++++ GIVEN DATA

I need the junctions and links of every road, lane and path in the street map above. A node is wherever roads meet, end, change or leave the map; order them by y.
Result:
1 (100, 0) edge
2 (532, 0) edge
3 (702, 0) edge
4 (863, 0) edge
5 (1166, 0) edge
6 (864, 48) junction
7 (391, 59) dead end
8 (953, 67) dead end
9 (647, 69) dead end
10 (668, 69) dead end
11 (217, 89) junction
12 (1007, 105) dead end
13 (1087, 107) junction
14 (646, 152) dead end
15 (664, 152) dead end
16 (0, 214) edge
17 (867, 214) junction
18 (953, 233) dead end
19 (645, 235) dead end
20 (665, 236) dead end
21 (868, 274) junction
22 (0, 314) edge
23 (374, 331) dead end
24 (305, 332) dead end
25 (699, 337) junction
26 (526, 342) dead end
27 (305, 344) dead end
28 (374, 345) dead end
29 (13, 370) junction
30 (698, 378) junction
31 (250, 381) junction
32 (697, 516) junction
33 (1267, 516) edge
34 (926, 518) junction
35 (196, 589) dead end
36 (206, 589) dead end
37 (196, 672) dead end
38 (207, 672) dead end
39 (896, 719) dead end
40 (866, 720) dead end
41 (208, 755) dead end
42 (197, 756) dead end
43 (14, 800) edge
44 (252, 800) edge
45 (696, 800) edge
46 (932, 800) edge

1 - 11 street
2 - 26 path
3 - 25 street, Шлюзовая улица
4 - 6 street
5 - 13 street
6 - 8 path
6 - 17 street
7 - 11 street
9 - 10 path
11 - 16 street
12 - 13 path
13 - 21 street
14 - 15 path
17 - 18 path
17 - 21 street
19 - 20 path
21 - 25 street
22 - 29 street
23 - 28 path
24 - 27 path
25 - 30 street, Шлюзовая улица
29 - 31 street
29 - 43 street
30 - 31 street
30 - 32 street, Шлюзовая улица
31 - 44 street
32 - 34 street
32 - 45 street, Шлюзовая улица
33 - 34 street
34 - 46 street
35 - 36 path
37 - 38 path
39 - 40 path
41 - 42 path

++++++++
++++ GIVEN DATA

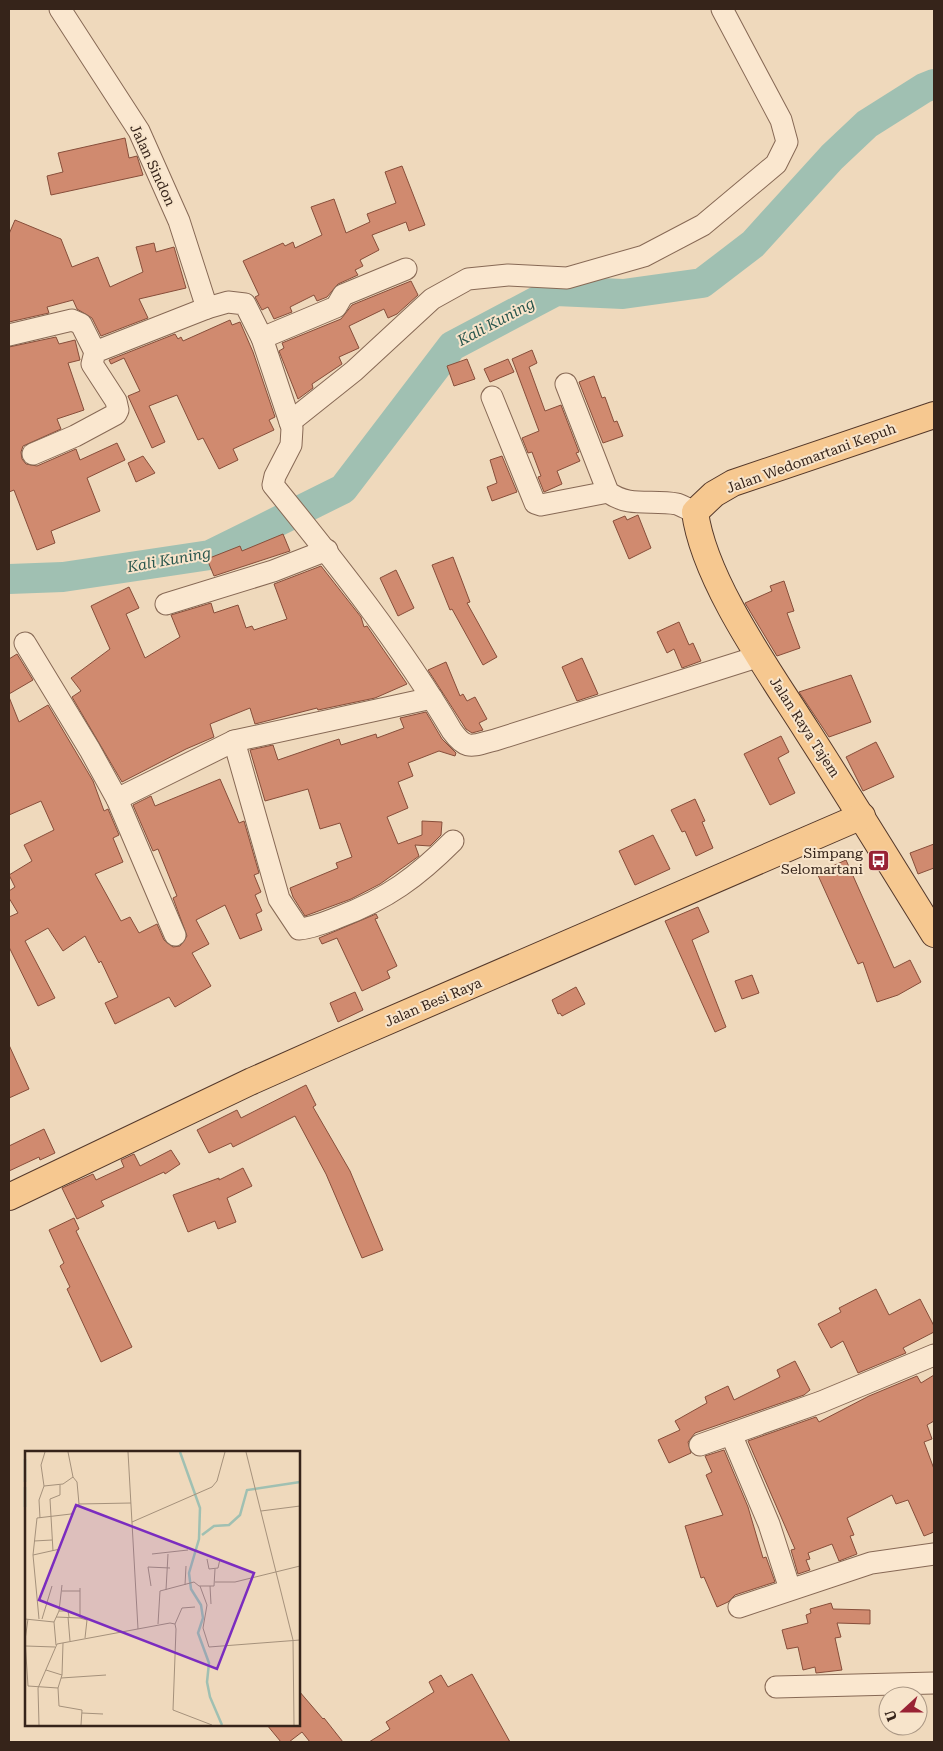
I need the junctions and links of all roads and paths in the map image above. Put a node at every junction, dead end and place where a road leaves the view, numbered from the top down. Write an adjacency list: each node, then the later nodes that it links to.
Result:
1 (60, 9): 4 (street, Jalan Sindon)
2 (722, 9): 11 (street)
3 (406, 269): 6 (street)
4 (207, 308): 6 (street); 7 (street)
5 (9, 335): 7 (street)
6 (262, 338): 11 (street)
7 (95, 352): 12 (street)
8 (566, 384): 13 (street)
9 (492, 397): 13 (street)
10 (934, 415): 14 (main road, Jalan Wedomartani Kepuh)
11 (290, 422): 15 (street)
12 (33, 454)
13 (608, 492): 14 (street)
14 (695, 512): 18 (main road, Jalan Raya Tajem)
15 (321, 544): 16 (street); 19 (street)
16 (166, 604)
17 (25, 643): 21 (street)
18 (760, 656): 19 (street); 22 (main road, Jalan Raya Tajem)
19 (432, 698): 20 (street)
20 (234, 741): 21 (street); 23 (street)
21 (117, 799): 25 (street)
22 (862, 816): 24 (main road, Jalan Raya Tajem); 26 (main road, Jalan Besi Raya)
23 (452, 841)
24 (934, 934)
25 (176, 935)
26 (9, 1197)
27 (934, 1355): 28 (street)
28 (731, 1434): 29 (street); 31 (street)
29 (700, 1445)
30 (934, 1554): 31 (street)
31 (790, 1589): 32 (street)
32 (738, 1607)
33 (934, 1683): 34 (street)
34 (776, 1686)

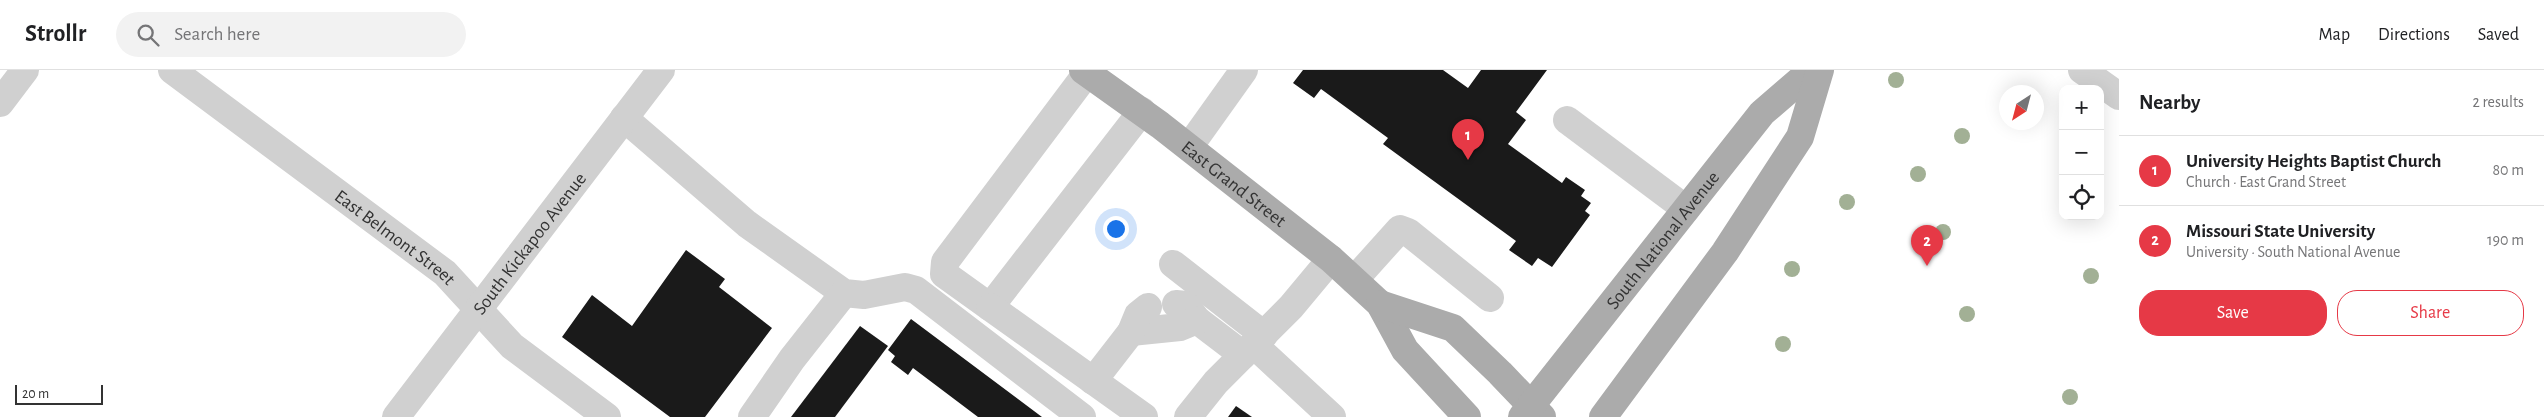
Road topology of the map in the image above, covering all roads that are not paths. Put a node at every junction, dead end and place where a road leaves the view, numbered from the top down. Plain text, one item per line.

++++++++
++++ GIVEN DATA

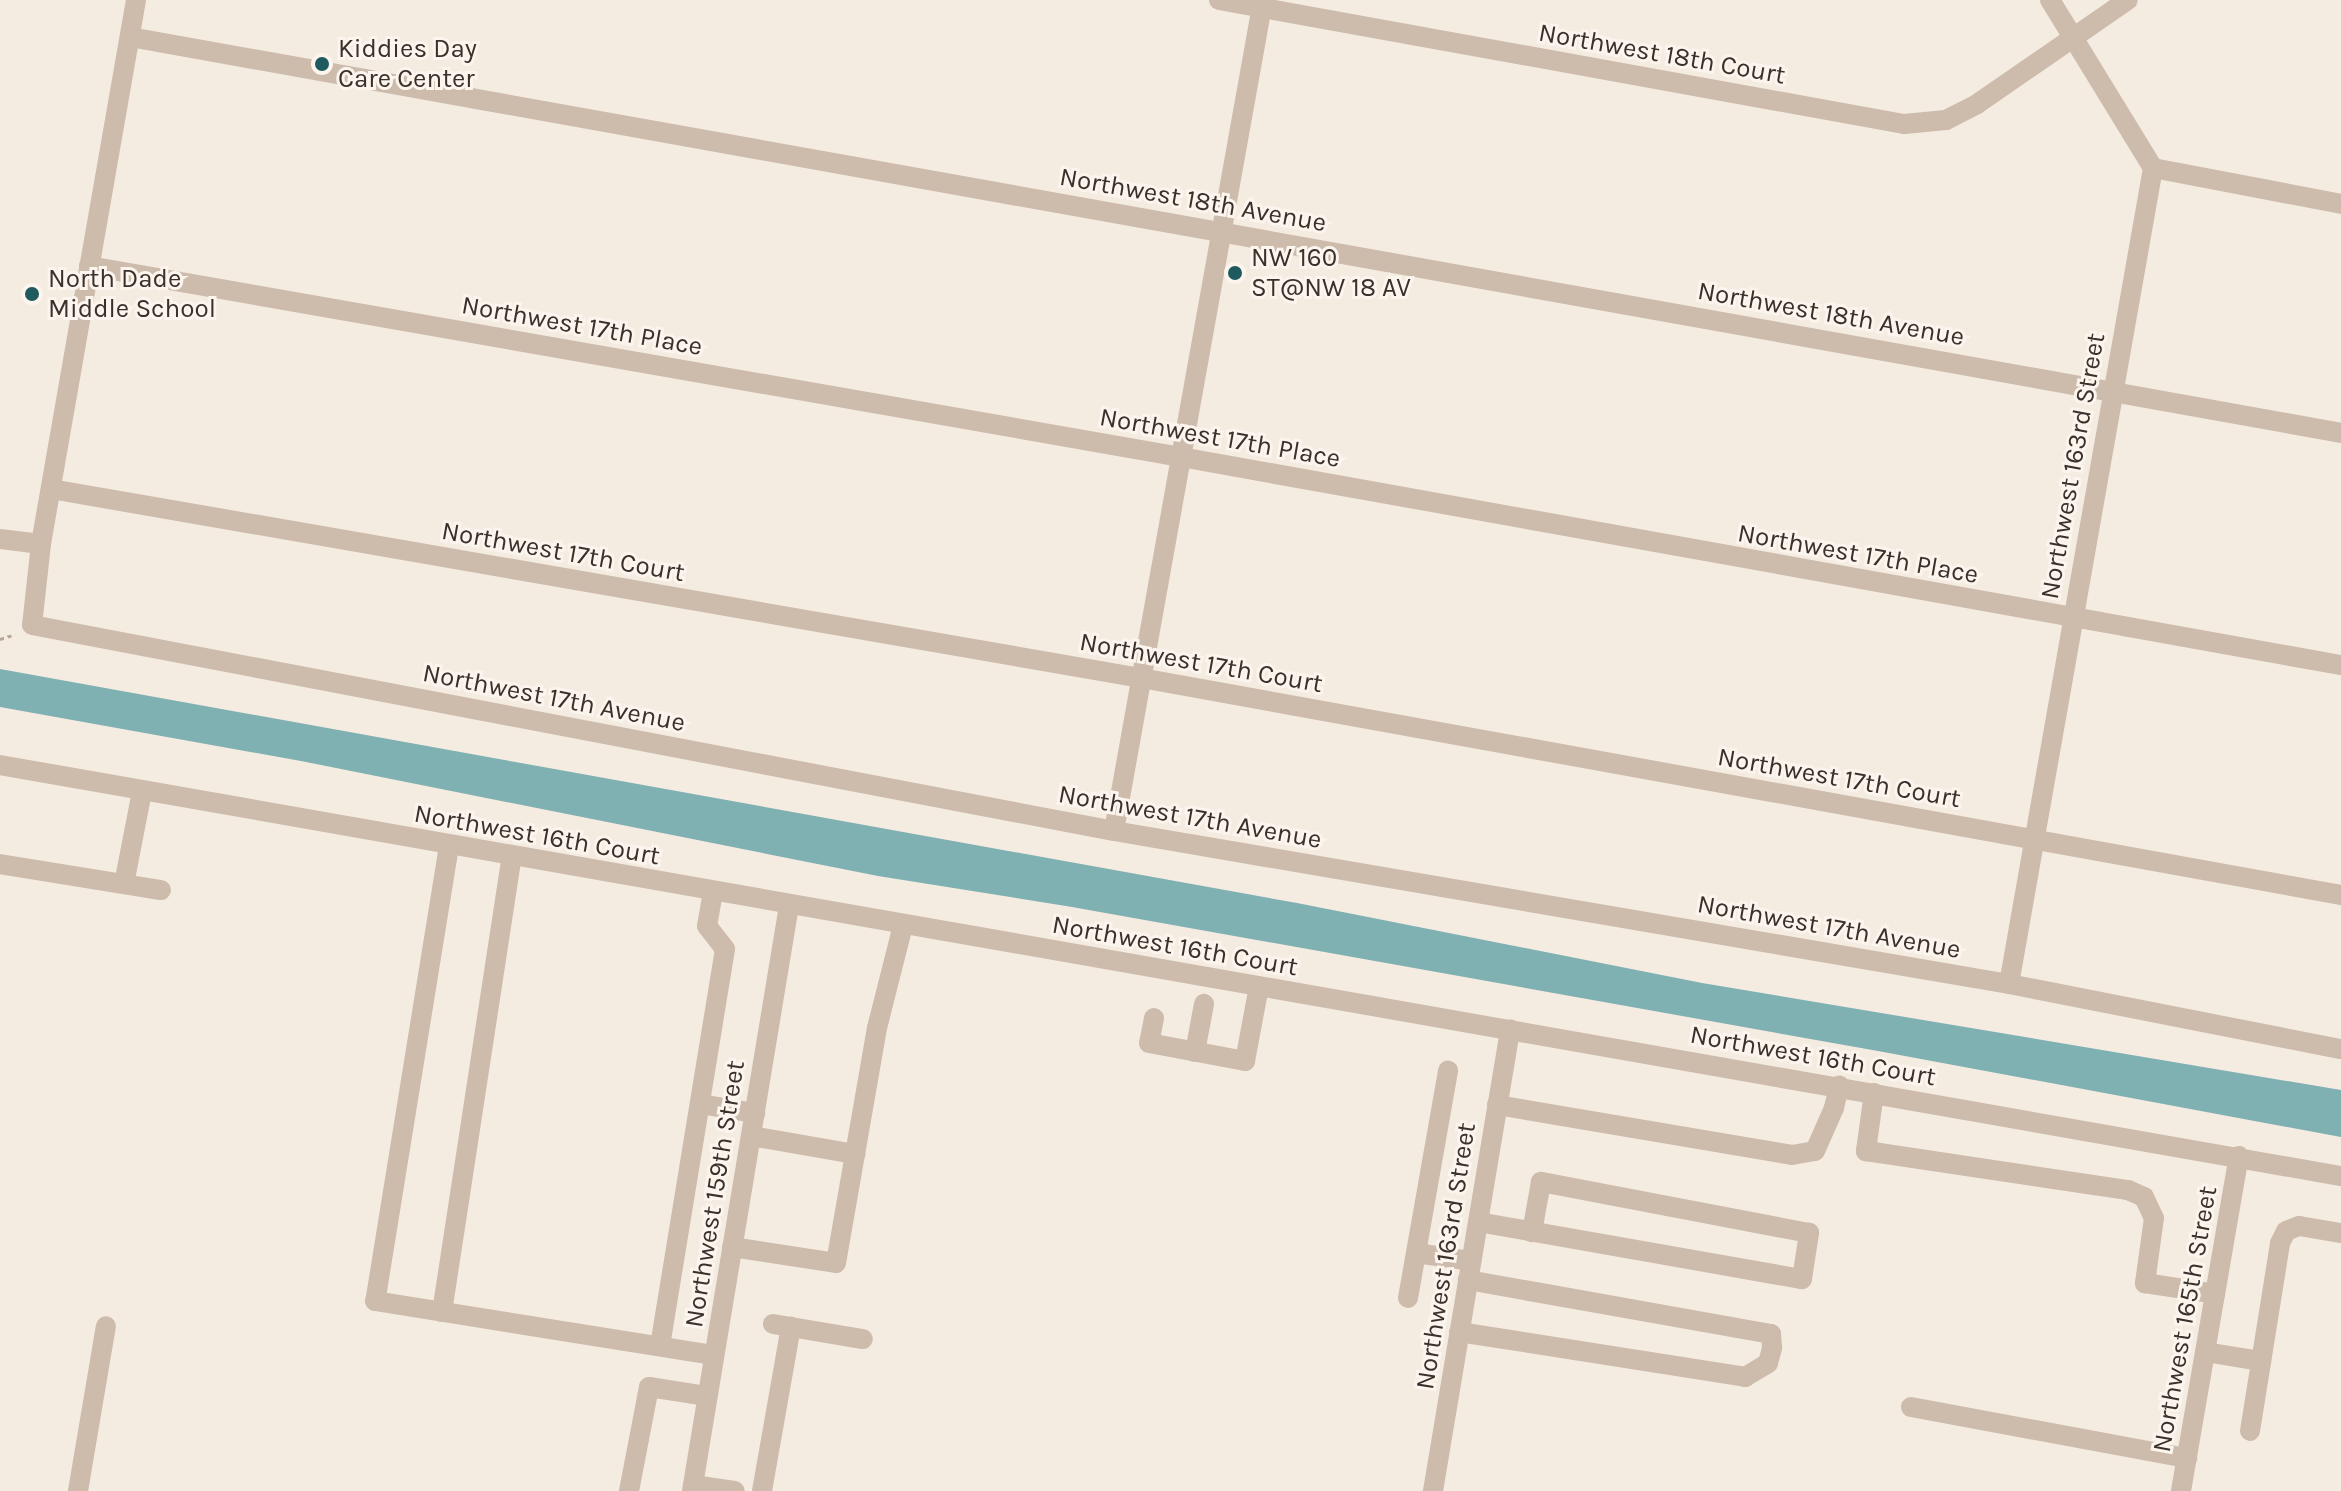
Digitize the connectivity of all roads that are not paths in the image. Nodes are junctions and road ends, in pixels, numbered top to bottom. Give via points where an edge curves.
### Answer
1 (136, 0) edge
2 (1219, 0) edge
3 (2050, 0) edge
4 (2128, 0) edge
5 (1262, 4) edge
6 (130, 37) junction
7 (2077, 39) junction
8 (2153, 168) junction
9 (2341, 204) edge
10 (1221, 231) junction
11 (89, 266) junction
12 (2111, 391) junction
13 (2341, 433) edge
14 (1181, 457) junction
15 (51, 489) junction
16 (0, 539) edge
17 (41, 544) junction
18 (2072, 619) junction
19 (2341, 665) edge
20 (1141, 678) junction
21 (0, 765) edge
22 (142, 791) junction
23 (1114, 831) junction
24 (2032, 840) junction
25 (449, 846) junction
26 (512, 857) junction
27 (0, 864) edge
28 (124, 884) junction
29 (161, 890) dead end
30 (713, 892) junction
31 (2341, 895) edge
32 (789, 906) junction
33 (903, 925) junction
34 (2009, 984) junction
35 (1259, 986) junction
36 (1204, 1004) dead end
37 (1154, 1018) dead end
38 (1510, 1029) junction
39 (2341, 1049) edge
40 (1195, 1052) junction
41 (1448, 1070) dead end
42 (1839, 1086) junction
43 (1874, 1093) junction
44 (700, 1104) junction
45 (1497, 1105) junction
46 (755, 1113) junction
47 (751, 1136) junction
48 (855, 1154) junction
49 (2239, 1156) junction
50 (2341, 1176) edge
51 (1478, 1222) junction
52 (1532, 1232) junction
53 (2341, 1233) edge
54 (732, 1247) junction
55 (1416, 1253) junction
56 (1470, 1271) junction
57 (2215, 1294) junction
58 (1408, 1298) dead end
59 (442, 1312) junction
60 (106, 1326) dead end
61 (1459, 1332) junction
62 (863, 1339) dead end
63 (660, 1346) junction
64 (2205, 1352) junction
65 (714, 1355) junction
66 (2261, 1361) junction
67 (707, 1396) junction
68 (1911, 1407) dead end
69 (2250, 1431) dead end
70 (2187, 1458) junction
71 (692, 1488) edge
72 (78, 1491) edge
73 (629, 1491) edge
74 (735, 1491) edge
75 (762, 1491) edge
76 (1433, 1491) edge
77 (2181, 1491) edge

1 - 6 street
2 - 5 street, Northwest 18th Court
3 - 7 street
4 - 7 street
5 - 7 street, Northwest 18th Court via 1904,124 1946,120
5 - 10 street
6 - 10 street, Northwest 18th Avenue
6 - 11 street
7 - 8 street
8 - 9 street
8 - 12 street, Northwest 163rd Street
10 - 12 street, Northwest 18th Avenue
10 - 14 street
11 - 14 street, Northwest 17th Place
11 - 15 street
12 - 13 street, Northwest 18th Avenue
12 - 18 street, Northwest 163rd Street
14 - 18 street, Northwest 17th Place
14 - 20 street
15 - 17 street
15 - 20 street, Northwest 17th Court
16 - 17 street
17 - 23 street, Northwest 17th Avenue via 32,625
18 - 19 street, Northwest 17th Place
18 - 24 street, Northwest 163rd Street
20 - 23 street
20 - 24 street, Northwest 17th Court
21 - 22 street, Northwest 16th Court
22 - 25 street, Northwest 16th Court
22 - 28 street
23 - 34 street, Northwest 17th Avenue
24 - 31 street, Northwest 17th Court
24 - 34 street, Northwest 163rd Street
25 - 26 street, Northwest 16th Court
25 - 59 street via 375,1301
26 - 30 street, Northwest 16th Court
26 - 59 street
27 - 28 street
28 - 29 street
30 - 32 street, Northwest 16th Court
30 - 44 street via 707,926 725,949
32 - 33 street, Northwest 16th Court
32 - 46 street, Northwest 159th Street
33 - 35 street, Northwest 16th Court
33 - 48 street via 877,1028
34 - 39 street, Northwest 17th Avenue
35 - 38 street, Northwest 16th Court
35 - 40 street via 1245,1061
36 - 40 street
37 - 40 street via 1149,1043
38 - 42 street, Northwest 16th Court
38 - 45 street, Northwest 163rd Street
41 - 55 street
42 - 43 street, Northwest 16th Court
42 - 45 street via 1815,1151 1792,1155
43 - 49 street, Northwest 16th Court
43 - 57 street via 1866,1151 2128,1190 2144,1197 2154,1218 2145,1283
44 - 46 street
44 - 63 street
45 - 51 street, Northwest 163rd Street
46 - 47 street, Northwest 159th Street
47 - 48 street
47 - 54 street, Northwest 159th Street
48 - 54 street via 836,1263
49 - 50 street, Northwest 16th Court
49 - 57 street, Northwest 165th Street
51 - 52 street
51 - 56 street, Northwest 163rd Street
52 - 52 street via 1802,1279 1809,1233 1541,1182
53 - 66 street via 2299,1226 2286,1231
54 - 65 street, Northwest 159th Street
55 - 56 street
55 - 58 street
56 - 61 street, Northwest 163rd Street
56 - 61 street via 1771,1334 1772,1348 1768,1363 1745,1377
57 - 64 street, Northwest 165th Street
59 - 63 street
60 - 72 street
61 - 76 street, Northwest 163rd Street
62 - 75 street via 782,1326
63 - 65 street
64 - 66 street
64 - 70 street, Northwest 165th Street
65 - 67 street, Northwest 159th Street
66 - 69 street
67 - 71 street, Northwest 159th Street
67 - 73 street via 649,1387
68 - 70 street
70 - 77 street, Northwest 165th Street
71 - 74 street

++++++++

(WORK TO BE COMPLETED) A line qualifies when it holds the word "every"; report all qualifying lines from the records above.

(YOUR RESPONSE)
I need the junctions and links of every road, lane and path in the street map above. A node is wherever roads meet, end, change or leave the map; order them by y.
I need the junctions and links of all roads and paths in the map image above. Put a node at every junction, dead end and place where a road leaves the view, numbered from the top down. Write an adjacency list: each node, then the later nodes that it links to.
Road topology of the map in the image above, covering all roads that are not paths. Put a node at every junction, dead end and place where a road leaves the view, numbered from the top down. Plain text, one item per line.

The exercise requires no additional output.